We hit a tree just behind the cockpit, between me and where Piet O'Neill was sitting. The aircraft bent around the tree like a banana. There are few things that can cause you to affect a short landing like hitting a tree. I turned to see if Piet was all right but he was not there anymore. Tommy was outside already and hobbling along, so I switched all the switches off and got out of the aircraft. Despite any criticism I have of the aircraft, the cockpit was incredibly strong and the door opened easily. I found Piet wandering around outside with the seat still strapped to him, but was badly knocked and cut on the head as was ejected backward out of the aircraft through the double doors. Tommy had injured his ankle as he had jumped out of the aircraft in a hurry, and I had bruised my arm from the sudden stop. Now came our next problem; we were never given any intelligence briefing so we did not know what the situation around us was. We were equipped with only a 9mm pistol to protect ourselves. We hid in the bush some was away from the aircraft and every 20 minutes either Tommy or I would speak on the radio. In a short while a "PRAW" (Police Reservist Air Wing) aircraft was above us and we felt a lot safer. I met this PRAW pilot in 2006 at a Boy Scout function, but cannot recall his name. At about 18h00 a Cessna 337 (push pull) aircraft was overhead. This aircraft was armed almost like a fighter aircraft and we felt somewhat better. We were informed that two helicopters had been deployed to comer and fetch us. At 19h00 during last light two Alouettes landed on the road and I recall troops jumping out and immediately melting in the bush and the darkness. I climbed into the chopper and took off. On the way out of the trees we hit a tree with the blade and I recall sitting in the open door of the chopper feeling the warm night and listening to the "tak tak tak" sound of the damaged blade. We refuelled at Rutenga and arrived at Buffalo Range at about 22h00 and eventually returned to South Africa.

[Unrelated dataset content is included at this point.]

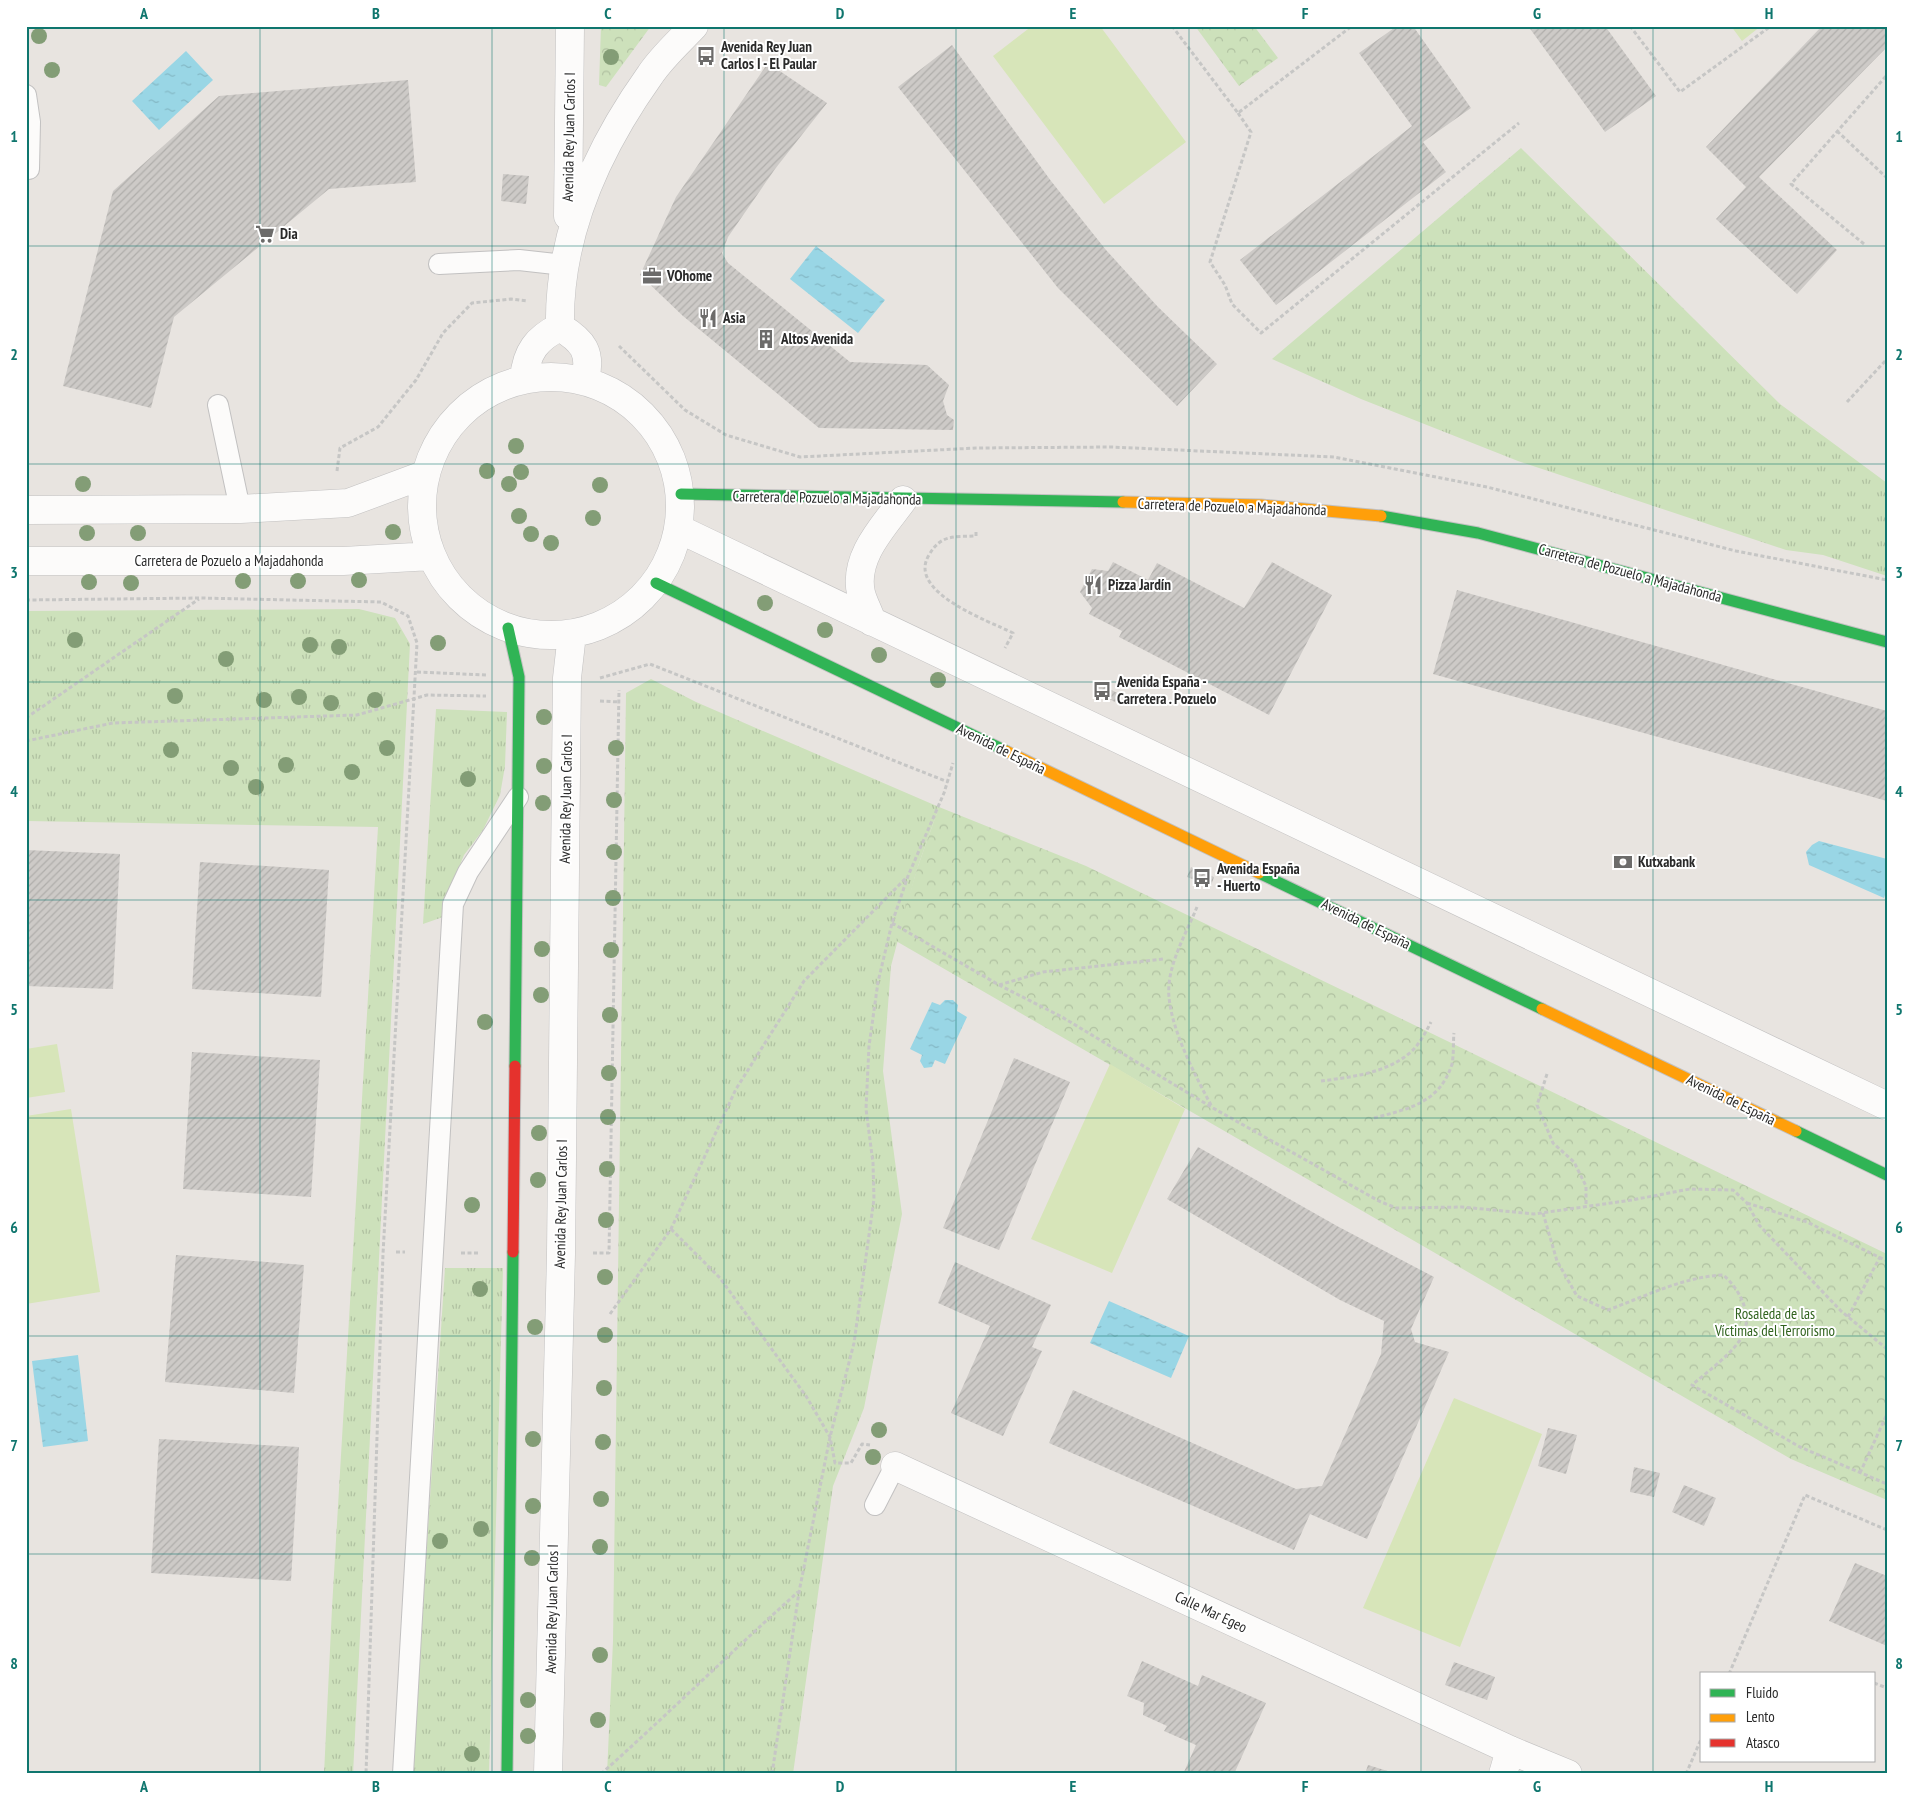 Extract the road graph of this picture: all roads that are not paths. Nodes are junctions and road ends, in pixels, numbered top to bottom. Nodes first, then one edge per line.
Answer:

The Main Talk was presented by fellow member Captain Brian Hoffman entitled "The Spy Who Disappeared".

On 22 Nov 88 an Obituary appeared in the British Times Newspaper for Ronald Sinclair aged 99 who had died in a Nursing Home in Plymouth. Just 2 weeks earlier he had published his first book about his travels in Persia in 1926. Sinclair was a linguist, had travelled extensively on behalf of British Government in the ME & Asia and worked for the intelligence services. His name wasn't Sinclair it was in fact Reginald Teague-Jones. My talk this evening is about his military & intelligence career & why he changed his name. Born in the county of Lancashire, England in 1889, his father died when he was an infant, and at the age of 13 he was sent to school in St Petersburg Russia where he remained for 4 years, returning to England fluent in Russian, French & German. This was followed by two years of study at Kings College London but he left before completing his degree. In 1910 he joined the Indian Police where he learned to speak Hindustani. Teague-Jones excelled in his job and was soon transferred to the Indian Foreign & Political Department, in which only the very best civil servants were selected to serve. Here he became involved in Intelligence work on the North West Frontier, undertaking missions in disguise and learning to speak Persian. In 1917 he was transferred to military intelligence at GHQ in Delhi and given responsibility for the Persian Gulf. The war in the Middle East was entering a critical phase with the collapse of the Russian forces following the October Revolution and the creation of a power vacuum in the Caucasus, which the Germans and Turkish Allies wanted to take advantage of.

Teague-Jones was dispatched on an intelligence gathering mission to Transcaspia on the staff of General Malleson at Meshed, about 100 miles inside Persia, to find out what resistance could be expected against the Turks. Crossing the Kopet Dag Mountains into Transcaspia he was to spend the next 9 months traveling between Baku (western Caspian Sea), Krasnovodsk (eastern Caspian Sea), Askhabad (appointed British Political Representative) and Meshed (Persia) gathering intelligence & organizing resistance to the Turkish forces in the West and advancing Bolshevik forces in the East. Teague-Jones arrived in Meshed, at the end of May 1918, a journey of 40 days from Simla (India). During the next month he traveled extensively along the border region familiarising himself with the region, collecting intelligence and making a careful study of the situation in Transcaspia. Rumours indicated the Bolsheviks appeared to be throwing their lot in with the Germans and Turks. Accompanied by his batman, they crossed into Transcaspia at the border post near Kaakha where they caught a train to Krasnovodsk and then by boat to Baku arriving on 10th July, which at this point was governed by the Bolsheviks. He held discussions with the anti Bolsheviks who asked him for British troops to help fight the Bolsheviks who were advancing from Tashkent, this was relayed to Meshed and a small force was deployed to the city which was to delay the advance of the Bolsheviks. He then left again for Baku to establish an intelligence organization as part of the defence of the city.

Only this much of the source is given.